Не обошлось без криков, без поисков крайних, как всегда бывает в подобных случаях, однако мы оказались небоеготовы. Что, конечно же, было только на руку неприятелю, получившему таким образом хоть короткую, но весьма важную передышку для подготовки обороны на берегах Волги от наступавшей армии Паулюса.
Над нами подшучивали и товарищи из других частей, что было обиднее всего, но мы сохраняли каменные лица. Однако когда нам сказали, что, дескать, слухи о том, что наша хваленая 22-я дивизия потерпела поражение от мышей, добрались до Ставки русских, тут уж стало просто невмоготу.

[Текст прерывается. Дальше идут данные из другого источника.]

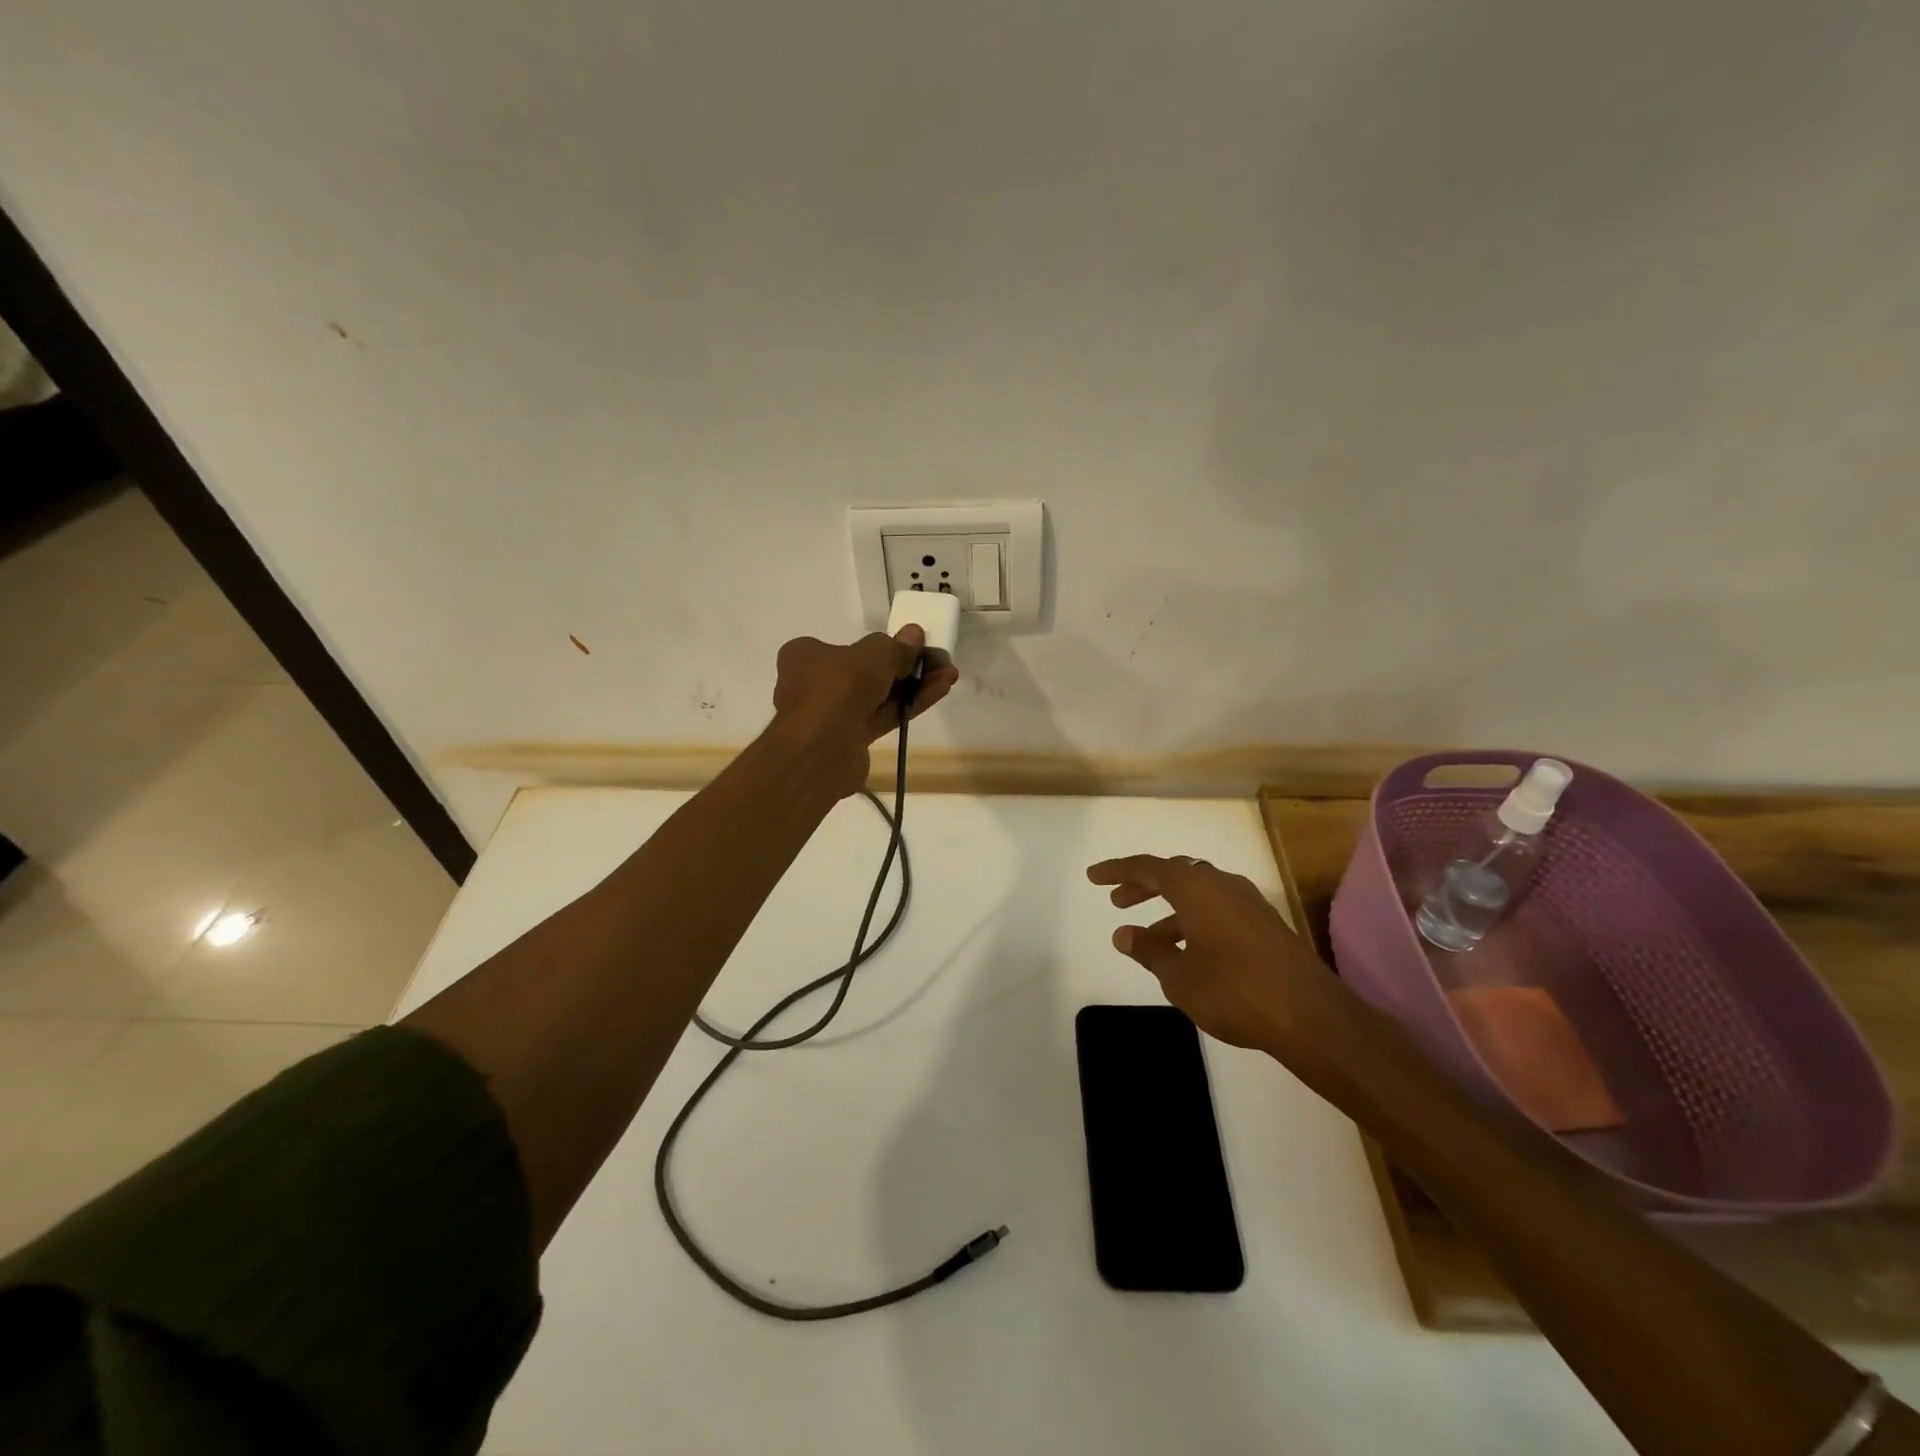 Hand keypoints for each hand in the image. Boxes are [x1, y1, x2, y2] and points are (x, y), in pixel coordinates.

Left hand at [772, 626, 959, 793]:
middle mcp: (812, 685)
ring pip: (877, 697)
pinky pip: (882, 716)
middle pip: (865, 673)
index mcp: (804, 656)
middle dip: (903, 668)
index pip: (844, 647)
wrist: (822, 747)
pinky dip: (908, 706)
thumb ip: (895, 647)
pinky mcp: (849, 741)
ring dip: (912, 686)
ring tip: (948, 676)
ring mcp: (831, 715)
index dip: (878, 648)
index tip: (908, 647)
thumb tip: (914, 634)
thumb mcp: (873, 655)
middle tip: (935, 661)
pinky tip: (937, 692)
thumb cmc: (838, 686)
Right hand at [1086, 854, 1361, 1062]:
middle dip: (1144, 886)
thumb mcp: (1179, 975)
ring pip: (1198, 895)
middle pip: (1175, 875)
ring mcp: (1248, 904)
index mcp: (1196, 887)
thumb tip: (1124, 933)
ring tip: (1148, 940)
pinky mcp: (1265, 925)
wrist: (1310, 1015)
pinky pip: (1218, 910)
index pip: (1147, 867)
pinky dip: (1194, 922)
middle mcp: (1222, 885)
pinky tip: (1187, 953)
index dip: (1117, 871)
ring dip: (1170, 910)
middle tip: (1118, 901)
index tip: (1093, 876)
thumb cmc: (1233, 990)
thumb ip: (1149, 951) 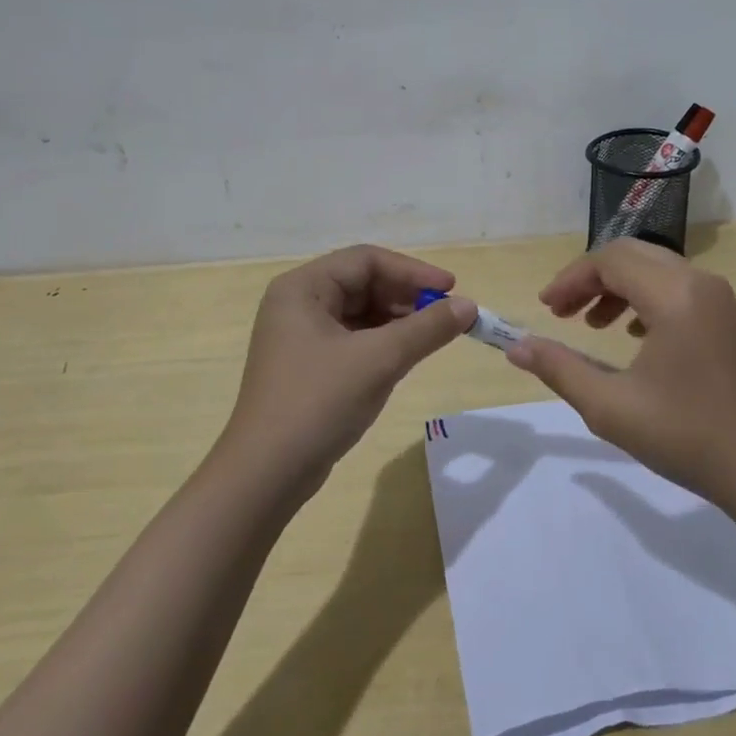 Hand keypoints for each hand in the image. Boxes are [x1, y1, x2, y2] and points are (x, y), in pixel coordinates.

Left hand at [220, 245, 475, 496]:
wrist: (266, 475)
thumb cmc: (318, 403)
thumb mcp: (380, 360)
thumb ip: (427, 329)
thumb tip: (469, 305)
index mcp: (302, 288)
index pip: (366, 260)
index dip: (412, 271)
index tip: (451, 287)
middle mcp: (297, 303)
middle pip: (363, 283)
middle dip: (406, 297)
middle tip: (445, 316)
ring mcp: (300, 336)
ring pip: (360, 312)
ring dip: (397, 321)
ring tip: (432, 337)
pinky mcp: (307, 365)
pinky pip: (353, 339)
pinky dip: (382, 342)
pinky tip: (405, 357)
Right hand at [505, 238, 735, 506]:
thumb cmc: (687, 437)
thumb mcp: (610, 407)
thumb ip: (559, 369)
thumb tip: (515, 347)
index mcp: (673, 295)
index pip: (609, 261)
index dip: (570, 279)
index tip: (545, 309)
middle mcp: (698, 282)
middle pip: (631, 254)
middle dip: (590, 277)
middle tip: (561, 311)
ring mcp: (718, 297)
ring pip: (654, 268)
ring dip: (617, 285)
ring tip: (591, 323)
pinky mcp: (727, 316)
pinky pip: (676, 286)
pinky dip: (645, 296)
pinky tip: (633, 334) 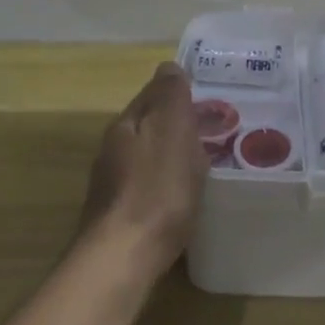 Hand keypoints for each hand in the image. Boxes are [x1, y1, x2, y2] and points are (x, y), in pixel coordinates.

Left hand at [81, 63, 208, 274]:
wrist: (123, 258)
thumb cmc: (157, 188)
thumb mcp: (173, 130)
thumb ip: (171, 96)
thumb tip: (168, 66)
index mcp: (126, 123)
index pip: (153, 92)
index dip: (180, 91)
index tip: (209, 98)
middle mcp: (113, 149)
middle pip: (149, 124)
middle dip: (177, 123)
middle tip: (212, 130)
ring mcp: (112, 184)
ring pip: (147, 155)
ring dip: (171, 153)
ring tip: (202, 162)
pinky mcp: (118, 216)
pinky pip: (148, 185)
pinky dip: (166, 182)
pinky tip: (182, 195) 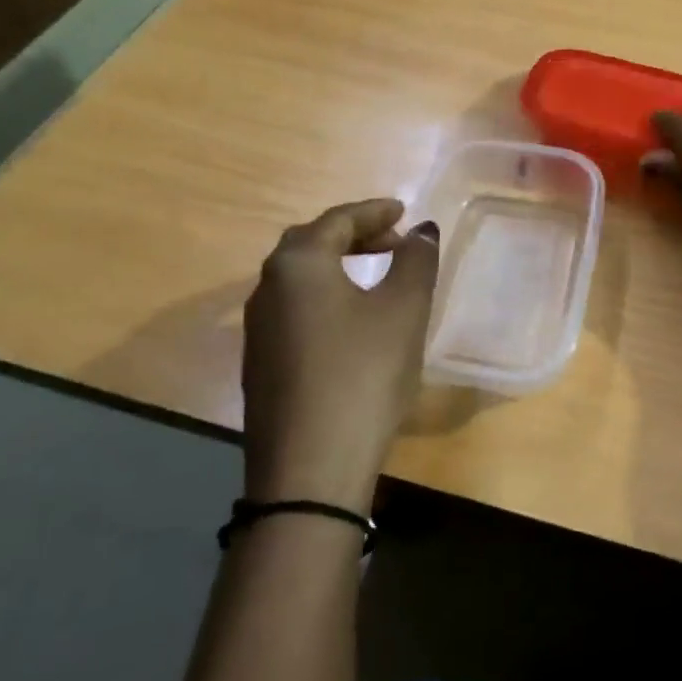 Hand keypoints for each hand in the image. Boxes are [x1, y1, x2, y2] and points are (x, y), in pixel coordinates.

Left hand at [241, 198, 439, 511]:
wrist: (309, 470)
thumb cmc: (363, 373)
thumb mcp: (403, 310)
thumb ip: (416, 260)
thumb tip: (423, 230)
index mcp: (298, 264)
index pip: (338, 219)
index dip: (375, 211)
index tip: (405, 210)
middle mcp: (267, 288)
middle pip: (311, 243)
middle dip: (354, 234)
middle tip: (394, 240)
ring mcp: (258, 329)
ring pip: (300, 278)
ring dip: (338, 265)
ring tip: (377, 274)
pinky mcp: (260, 364)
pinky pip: (295, 309)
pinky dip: (326, 296)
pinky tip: (351, 320)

Это было, по-моему, в первых числах ноября, когда мы после дня упорных боев добрались до довольно крупного села, называвшегося, кажется, Перелесовское, расположенного южнее удерживаемого русскими плацдарма на Дону и южнее города Серафимович. Весь день шел противный холодный дождь, мы были измотаны вконец, и как раз в тот день произошел открытый конфликт между Замазкой и нашим взводным. Румынское командование бездумно бросало нас на всякие пустяковые операции, от которых было мало проку, разве что горючее зря палили, мы злились и на них, и на себя и с нетерпением ждали вечера, чтобы завалиться поспать пару часиков. Жителей дома, в котором мы стали на постой, мы выгонять на улицу не стали, а просто велели забиться в отдаленный угол хаты. Мы распаковали контейнеры с едой, зажгли свечи, потом наш «Бальбо» (мы прозвали его так в честь маршала итальянских ВВС из-за успевшей отрасти бороды) на скорую руку приготовил ужин. Мы поели, убрали за собой, тут Замазка и решил взять быка за рога.